The response should contain only those lines of the entries below that include the string "background".

::: Data supplied

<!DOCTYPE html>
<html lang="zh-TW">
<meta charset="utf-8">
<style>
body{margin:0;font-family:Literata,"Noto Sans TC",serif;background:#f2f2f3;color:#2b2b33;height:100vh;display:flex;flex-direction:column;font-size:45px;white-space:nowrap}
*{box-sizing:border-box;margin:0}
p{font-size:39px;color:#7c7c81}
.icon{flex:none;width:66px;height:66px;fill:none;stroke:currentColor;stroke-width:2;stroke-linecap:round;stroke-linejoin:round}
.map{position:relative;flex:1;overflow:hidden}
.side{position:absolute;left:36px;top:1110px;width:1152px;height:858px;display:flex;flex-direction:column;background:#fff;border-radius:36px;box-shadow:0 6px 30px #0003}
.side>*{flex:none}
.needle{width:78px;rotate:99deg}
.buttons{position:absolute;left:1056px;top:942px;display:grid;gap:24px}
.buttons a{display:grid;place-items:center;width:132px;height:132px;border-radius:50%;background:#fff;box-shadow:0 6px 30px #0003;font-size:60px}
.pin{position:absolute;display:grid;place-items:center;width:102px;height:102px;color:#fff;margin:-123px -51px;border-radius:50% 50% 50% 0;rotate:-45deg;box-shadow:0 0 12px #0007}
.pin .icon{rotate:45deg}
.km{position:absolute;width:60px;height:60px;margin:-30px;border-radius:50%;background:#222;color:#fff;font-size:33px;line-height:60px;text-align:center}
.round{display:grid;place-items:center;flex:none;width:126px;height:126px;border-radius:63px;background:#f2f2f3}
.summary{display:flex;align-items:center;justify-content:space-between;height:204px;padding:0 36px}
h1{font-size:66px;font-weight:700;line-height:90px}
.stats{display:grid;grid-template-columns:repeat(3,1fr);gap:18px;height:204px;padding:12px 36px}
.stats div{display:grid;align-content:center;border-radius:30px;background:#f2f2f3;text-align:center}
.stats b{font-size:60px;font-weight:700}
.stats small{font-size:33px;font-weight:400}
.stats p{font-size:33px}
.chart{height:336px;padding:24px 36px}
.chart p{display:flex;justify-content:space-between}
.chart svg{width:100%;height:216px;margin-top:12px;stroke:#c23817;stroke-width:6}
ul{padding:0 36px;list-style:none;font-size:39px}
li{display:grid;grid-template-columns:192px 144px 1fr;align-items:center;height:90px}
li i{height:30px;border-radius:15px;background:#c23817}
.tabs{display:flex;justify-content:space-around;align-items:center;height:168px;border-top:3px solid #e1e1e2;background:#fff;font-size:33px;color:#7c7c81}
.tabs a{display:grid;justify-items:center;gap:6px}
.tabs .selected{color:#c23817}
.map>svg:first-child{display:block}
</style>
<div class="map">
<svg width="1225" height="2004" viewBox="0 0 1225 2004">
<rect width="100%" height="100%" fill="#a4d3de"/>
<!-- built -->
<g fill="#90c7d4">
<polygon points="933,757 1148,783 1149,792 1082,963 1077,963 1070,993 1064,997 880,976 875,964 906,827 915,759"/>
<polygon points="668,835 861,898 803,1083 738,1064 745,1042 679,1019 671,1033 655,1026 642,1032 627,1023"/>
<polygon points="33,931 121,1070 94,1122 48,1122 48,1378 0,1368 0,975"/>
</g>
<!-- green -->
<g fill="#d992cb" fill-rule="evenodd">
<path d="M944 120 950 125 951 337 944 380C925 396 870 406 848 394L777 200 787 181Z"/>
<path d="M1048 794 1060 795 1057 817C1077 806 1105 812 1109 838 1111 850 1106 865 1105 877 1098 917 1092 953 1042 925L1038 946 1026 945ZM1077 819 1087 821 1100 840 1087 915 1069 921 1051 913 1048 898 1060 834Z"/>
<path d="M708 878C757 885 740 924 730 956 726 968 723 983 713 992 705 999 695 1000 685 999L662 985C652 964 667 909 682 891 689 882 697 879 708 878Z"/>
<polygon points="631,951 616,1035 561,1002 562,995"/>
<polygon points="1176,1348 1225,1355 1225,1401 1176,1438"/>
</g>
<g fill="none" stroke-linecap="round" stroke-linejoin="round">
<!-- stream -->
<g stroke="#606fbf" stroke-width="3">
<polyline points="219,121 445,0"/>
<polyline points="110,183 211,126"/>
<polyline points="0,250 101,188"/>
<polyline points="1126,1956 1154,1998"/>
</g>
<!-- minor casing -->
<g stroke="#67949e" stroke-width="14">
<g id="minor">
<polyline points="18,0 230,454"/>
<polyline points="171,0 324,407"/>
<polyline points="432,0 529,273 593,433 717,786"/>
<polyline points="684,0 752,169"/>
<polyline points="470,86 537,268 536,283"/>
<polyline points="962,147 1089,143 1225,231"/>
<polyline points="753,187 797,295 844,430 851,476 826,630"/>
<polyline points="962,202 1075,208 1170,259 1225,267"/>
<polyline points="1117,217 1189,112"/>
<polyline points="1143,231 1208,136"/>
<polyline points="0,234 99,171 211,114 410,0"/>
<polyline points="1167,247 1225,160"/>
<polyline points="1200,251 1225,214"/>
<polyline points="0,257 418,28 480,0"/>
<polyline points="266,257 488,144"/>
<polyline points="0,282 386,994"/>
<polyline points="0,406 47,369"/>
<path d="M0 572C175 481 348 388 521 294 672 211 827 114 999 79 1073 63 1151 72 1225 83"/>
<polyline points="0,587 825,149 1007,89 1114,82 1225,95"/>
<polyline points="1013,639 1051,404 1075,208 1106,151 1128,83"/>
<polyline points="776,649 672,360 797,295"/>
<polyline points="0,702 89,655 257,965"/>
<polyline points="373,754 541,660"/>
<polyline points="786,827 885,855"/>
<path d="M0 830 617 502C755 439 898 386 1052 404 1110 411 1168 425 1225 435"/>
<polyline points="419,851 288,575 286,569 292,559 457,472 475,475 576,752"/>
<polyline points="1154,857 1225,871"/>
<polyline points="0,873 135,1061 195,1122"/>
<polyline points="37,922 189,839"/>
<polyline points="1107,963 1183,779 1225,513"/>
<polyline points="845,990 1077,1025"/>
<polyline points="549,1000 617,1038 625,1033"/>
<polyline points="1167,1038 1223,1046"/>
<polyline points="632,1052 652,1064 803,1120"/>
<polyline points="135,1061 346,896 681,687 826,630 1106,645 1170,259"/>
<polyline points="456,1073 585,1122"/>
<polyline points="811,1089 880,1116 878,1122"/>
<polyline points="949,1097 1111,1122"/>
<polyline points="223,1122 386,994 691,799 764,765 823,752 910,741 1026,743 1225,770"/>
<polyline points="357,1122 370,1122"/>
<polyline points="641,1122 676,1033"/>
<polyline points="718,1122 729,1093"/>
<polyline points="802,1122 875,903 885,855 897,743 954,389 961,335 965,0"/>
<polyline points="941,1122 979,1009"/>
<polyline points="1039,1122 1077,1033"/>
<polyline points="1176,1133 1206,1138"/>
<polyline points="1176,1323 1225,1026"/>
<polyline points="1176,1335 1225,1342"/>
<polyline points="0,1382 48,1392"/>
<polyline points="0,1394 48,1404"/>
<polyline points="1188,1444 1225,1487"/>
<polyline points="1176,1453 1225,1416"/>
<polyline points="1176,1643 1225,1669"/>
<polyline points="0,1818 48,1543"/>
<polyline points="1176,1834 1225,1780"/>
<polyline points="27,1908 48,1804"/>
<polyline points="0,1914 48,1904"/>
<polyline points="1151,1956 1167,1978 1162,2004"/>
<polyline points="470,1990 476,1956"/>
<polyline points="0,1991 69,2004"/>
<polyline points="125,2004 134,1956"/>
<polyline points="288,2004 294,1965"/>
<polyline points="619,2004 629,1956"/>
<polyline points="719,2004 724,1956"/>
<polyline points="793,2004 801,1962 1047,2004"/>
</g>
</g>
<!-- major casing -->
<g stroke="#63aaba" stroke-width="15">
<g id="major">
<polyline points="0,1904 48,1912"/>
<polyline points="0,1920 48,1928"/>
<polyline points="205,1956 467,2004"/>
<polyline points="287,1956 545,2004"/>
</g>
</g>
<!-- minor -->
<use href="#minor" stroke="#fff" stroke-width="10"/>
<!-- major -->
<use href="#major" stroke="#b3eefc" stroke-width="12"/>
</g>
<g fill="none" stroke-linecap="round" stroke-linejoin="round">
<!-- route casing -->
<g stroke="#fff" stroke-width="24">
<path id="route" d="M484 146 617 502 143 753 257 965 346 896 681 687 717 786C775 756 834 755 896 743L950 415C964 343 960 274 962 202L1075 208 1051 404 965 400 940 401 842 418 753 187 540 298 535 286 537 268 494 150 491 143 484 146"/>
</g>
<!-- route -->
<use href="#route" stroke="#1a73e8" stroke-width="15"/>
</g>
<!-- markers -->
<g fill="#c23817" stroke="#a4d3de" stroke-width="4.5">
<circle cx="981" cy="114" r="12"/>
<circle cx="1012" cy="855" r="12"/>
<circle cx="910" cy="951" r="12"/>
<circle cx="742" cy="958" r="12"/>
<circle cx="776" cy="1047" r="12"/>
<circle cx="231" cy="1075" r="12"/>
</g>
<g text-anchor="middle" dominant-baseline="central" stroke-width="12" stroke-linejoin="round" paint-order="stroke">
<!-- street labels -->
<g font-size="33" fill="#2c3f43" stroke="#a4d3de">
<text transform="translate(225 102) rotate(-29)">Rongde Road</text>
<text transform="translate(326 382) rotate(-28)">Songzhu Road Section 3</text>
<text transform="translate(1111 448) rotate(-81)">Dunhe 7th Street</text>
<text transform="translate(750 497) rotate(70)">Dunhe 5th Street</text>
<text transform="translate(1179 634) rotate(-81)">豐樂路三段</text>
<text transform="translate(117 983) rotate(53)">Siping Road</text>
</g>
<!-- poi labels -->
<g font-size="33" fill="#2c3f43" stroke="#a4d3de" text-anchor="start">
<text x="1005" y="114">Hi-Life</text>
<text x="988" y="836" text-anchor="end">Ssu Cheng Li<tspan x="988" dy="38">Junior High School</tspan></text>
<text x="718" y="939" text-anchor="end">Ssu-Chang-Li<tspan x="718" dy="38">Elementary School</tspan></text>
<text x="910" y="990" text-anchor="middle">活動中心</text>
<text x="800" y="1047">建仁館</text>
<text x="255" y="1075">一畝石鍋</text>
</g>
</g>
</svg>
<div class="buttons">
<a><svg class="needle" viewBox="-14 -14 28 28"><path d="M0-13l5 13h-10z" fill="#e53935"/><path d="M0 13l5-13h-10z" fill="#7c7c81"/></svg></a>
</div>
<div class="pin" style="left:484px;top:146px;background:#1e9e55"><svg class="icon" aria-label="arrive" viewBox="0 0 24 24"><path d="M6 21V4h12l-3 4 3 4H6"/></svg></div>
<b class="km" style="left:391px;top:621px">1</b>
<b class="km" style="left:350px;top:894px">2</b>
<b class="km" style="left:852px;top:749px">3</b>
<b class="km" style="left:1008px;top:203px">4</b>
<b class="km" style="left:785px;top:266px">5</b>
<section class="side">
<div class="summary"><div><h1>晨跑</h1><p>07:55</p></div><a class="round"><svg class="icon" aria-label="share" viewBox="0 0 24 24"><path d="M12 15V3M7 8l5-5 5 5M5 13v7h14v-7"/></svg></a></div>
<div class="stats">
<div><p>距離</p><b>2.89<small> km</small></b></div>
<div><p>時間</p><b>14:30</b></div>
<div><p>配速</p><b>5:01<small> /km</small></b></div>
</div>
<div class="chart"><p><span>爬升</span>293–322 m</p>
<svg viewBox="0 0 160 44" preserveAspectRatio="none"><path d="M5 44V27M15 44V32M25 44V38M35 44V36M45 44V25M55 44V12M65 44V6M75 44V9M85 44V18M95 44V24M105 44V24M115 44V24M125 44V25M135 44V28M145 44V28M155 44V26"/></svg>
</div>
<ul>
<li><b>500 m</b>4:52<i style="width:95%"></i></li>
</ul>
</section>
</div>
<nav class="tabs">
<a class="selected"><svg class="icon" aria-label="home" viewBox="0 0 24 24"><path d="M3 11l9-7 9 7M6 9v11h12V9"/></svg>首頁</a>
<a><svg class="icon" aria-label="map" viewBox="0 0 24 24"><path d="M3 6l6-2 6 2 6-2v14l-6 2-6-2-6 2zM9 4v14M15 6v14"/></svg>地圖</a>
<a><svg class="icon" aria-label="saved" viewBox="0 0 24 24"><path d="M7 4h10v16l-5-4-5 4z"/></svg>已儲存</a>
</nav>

::::::

> Exercise answer:
body{margin:0;font-family:Literata,"Noto Sans TC",serif;background:#f2f2f3;color:#2b2b33;height:100vh;display:flex;flex-direction:column;font-size:45px;white-space:nowrap}
.side{position:absolute;left:36px;top:1110px;width:1152px;height:858px;display:flex;flex-direction:column;background:#fff;border-radius:36px;box-shadow:0 6px 30px #0003}
.buttons a{display:grid;place-items:center;width:132px;height:132px;border-radius:50%;background:#fff;box-shadow:0 6px 30px #0003;font-size:60px}
.km{position:absolute;width:60px;height:60px;margin:-30px;border-radius:50%;background:#222;color:#fff;font-size:33px;line-height:60px;text-align:center}
.round{display:grid;place-items:center;flex:none;width:126px;height:126px;border-radius:63px;background:#f2f2f3}
.stats div{display:grid;align-content:center;border-radius:30px;background:#f2f2f3;text-align:center}
li i{height:30px;border-radius:15px;background:#c23817}
.tabs{display:flex;justify-content:space-around;align-items:center;height:168px;border-top:3px solid #e1e1e2;background:#fff;font-size:33px;color:#7c7c81}
<div class="pin" style="left:484px;top:146px;background:#1e9e55"><svg class="icon" aria-label="arrive" viewBox="0 0 24 24"><path d="M6 21V4h12l-3 4 3 4H6"/></svg></div>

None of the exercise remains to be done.